Comments : Something Made You Different

  • 17 years ago

    by MuRdErFaCe

    I really like this poem. its sweet and simple the perfect combination.

  • 17 years ago

    by ღHazel_Kittenღ

    That's a good poem, maybe adding a little more imagery to it would help :D
    TTYL
    >>MIA

  • 17 years ago

    by Lauren Waszkiewicz

    Aww SO Awesome. This Is EXACTLY How i Feel about My b/f Turtle(kurt lol) 5/5 for sure.

    Btw do u mind(if i give credit of course) i put this in my info?

    xLaurenx

  • I love this poem.Its sweet.Keep up the great work. :-D

  • 17 years ago

    by Letty

    This poem was cute and sweet. But here the ryhming seems forced again. The flow was also knocked off because of the rhyming.

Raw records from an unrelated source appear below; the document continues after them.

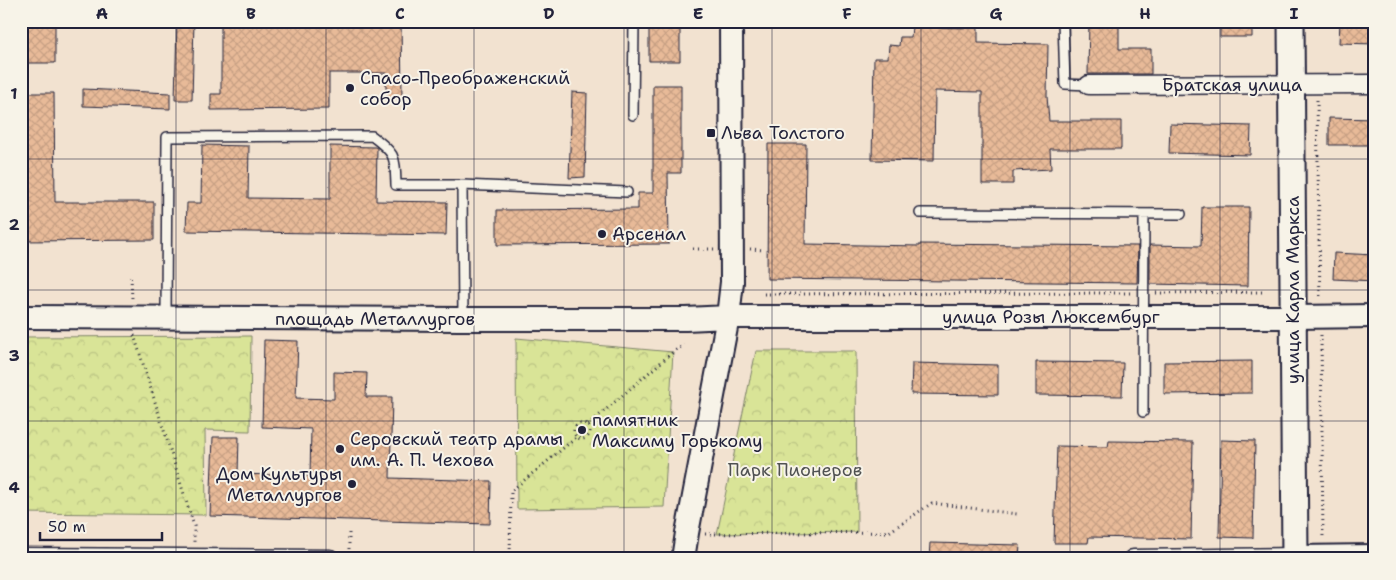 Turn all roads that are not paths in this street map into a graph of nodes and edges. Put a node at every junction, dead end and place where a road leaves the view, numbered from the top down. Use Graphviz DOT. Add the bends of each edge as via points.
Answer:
graph roads {
  1 [pos="634,21"];
  2 [pos="731,21"];
  3 [pos="1062,21"];
  4 [pos="1291,21"];
  5 [pos="1375,84"];
  6 [pos="1088,85"];
  7 [pos="1292,85"];
  8 [pos="633,115"];
  9 [pos="462,185"];
  10 [pos="627,192"];
  11 [pos="920,213"];
  12 [pos="1144,214"];
  13 [pos="1181,214"];
  14 [pos="1375,316"];
  15 [pos="21,317"];
  16 [pos="166,317"];
  17 [pos="728,317"];
  18 [pos="1143,317"];
  19 [pos="1293,317"];
  20 [pos="463,320"];
  21 [pos="1143,412"];
  22 [pos="1375,556"];
  23 [pos="21,557"];
  24 [pos="195,558"];
  25 [pos="1295,558"];
  26 [pos="330,559"];
  27 [pos="683,559"];
  28 [pos="1133,559"];
  1 -- 8 [label="lane"];
  2 -- 17 [label="street" via="732,282"];
  3 -- 6 [label="lane" via="1065,84"];
  4 -- 7 [label="main road, улица Карла Маркса"];
  5 -- 7 [label="street, Братская улица"];
  6 -- 7 [label="street, Братская улица"];
  7 -- 19 [label="main road, улица Карла Маркса"];
  9 -- 10 [label="lane"];
  9 -- 16 [label="lane" via="396,185 395,161 388,148 372,136 167,137"];
  9 -- 20 [label="lane"];
  11 -- 12 [label="lane"];
  12 -- 13 [label="lane"];
  12 -- 18 [label="lane"];
  14 -- 19 [label="street, улица Розы Люксембург"];
  15 -- 16 [label="street, площадь Металлургов"];
  16 -- 20 [label="street, площадь Металлургов"];
  17 -- 18 [label="street, улица Розы Люксембург"];
  17 -- 20 [label="street, площадь Металлургов"];
  17 -- 27 [label="street"];
  18 -- 19 [label="street, улица Розы Люксембург"];
  18 -- 21 [label="lane"];
  19 -- 25 [label="main road, улица Карла Маркса"];
  22 -- 25 [label="street"];
  23 -- 24 [label="street"];
  24 -- 26 [label="street"];
  25 -- 28 [label="street"];
} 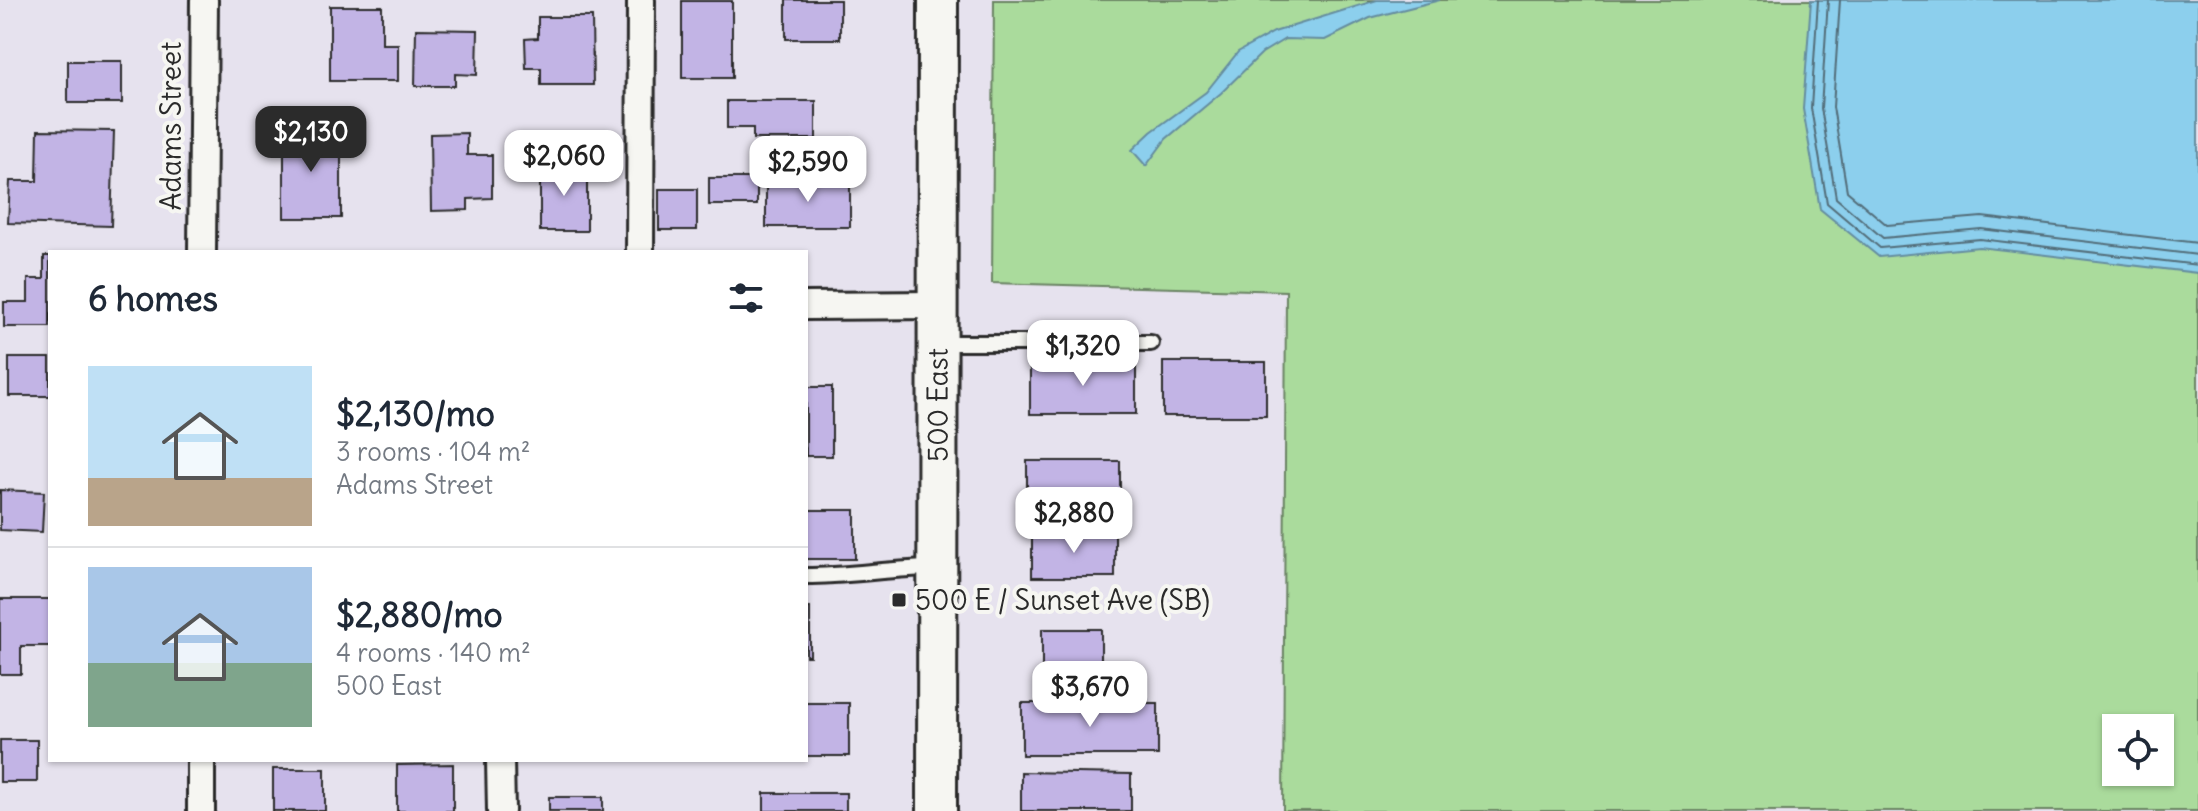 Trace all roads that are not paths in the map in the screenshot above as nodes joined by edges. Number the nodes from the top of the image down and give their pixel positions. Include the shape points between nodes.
1 (204, 0) edge
2 (641, 0) edge
3 (938, 0) edge
4 (202, 250) edge
5 (640, 250) edge
6 (937, 305) junction
7 (808, 306) edge
8 (938, 343) junction
9 (1151, 343) dead end
10 (938, 568) junction
11 (808, 576) edge
12 (201, 762) edge
13 (500, 762) edge
14 (201, 811) edge
15 (501, 811) edge
16 (937, 811) edge

1 - 4 street, Adams Street
2 - 5 street
3 - 6 street, 500 East
6 - 7 street
6 - 8 street, 500 East
8 - 9 lane
8 - 10 street, 500 East
10 - 11 lane
10 - 16 street, 500 East
12 - 14 street
13 - 15 street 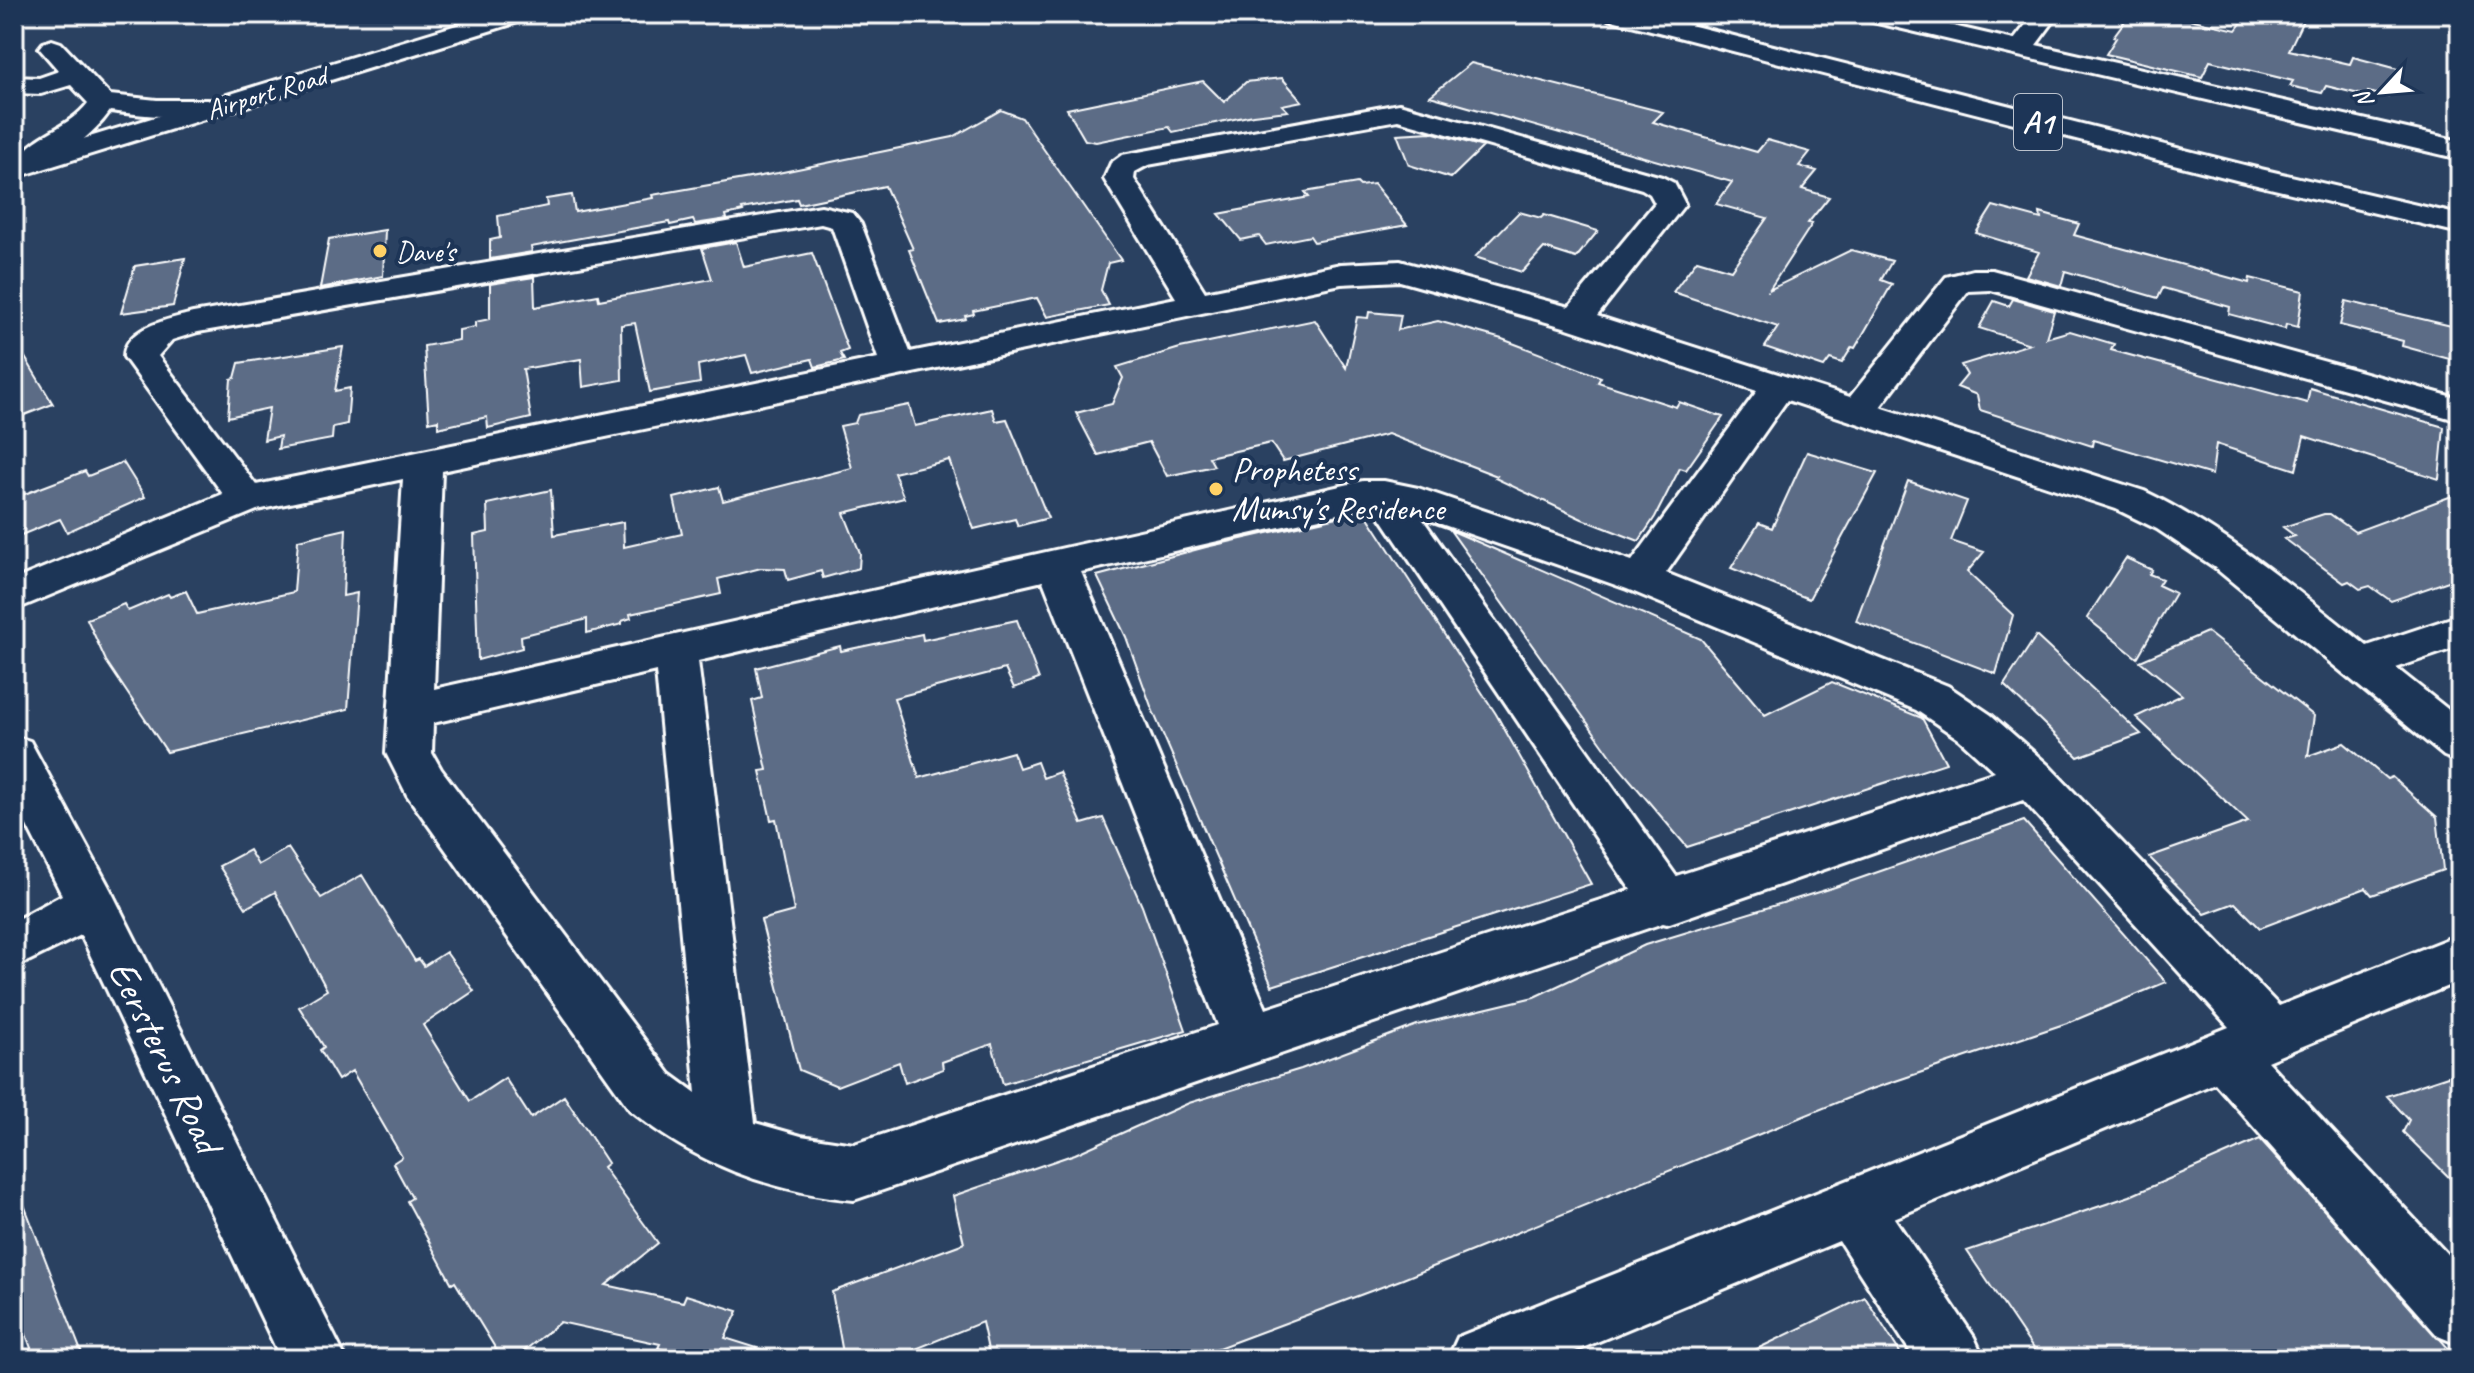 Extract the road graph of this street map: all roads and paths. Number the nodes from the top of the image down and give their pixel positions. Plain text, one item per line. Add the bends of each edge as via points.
1 (503, 14) edge
2 (519, 14) edge
3 (1617, 14) edge
4 (1674, 14) edge
5 (1869, 14) edge
6 (2047, 14) edge
7 (52, 48) dead end
8 (2019, 50) junction
9 (77, 74) junction
10 (14, 85) edge
11 (102, 102) junction
12 (198, 106) junction
13 (2460, 150) edge
14 (21, 162) edge
15 (2460, 204) edge
16 (2460, 224) edge
17 (1196, 303) junction
18 (1576, 320) junction
19 (897, 364) junction
20 (1779, 386) junction
21 (2460, 410) edge
22 (1858, 411) junction
23 (423, 463) junction
24 (1384, 493) junction
25 (247, 499) junction
26 (1056, 562) junction
27 (1641, 579) junction
28 (14, 596) edge
29 (2460, 630) edge
30 (675, 650) junction
31 (2361, 664) junction
32 (413, 711) junction
33 (2460, 744) edge
34 (14, 754) edge
35 (2032, 778) junction
36 (1667, 903) junction
37 (92, 904) junction
38 (14, 946) edge
39 (2460, 957) edge
40 (1251, 1039) junction
41 (2247, 1044) junction
42 (729, 1142) junction
43 (1852, 1208) junction
44 (2460, 1314) edge
45 (314, 1359) edge
46 (1480, 1359) edge
47 (1952, 1359) edge

1 - 12 main road
2 - 14 main road, Airport Road
3 - 16 main road, A1
4 - 15 main road, A1
5 - 8 main road
6 - 8 main road
7 - 9 main road
8 - 13 main road
9 - 10 main road via 41,86
9 - 11 main road
11 - 12 main road
11 - 14 main road via 81,128
12 - 14 main road
17 - 18 main road via 1341,274 1400,271
17 - 18 main road via 1119,179 1124,166 1146,157 1399,112 1663,189 1670,204
17 - 19 main road
18 - 20 main road
19 - 23 main road
19 - 25 main road via 846,224 821,215 193,323 160,333 141,350 141,357
20 - 22 main road
20 - 27 main road
21 - 22 main road via 1992,280 1973,280 1957,284
22 - 31 main road via 2130,500 2171,520 2228,557
23 - 25 main road
23 - 32 main road
24 - 26 main road
24 - 27 main road
24 - 36 main road
25 - 28 main road
26 - 30 main road
26 - 40 main road
27 - 35 main road via 1932,698 1975,727
29 - 31 main road
30 - 32 main road
30 - 42 main road
31 - 33 main road
32 - 42 main road via 409,753 424,782 650,1092 670,1110
34 - 37 main road, Eersterus Road
35 - 36 main road
35 - 41 main road
36 - 40 main road
37 - 38 main road
37 - 45 main road, Eersterus Road
39 - 41 main road
40 - 42 main road via 854,1172 827,1171
41 - 43 main road
41 - 44 main road
43 - 46 main road
43 - 47 main road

    For example: The fourth stanza has the most cliche rhyming scheme

    I know you're scared, despite that smile
    I can feel when you're shaking
    Yet you stepped across the walls I set up
    My emotional barriers breaking

    This stanza needs some work. I wouldn't know what to really suggest because this came from your heart so you would have to choose the emotional words that best suits you. But I do believe that in some lines you have to many words and in others you need to put more in. So you can work on that. This is really not one of your best poems. But I loved that message you tried to get across, so I'm giving you a 5/5. And another thing, use punctuation please, because I really had a hard time with knowing when to pause or to keep going.

    Keep writing hun! Because it only makes you better.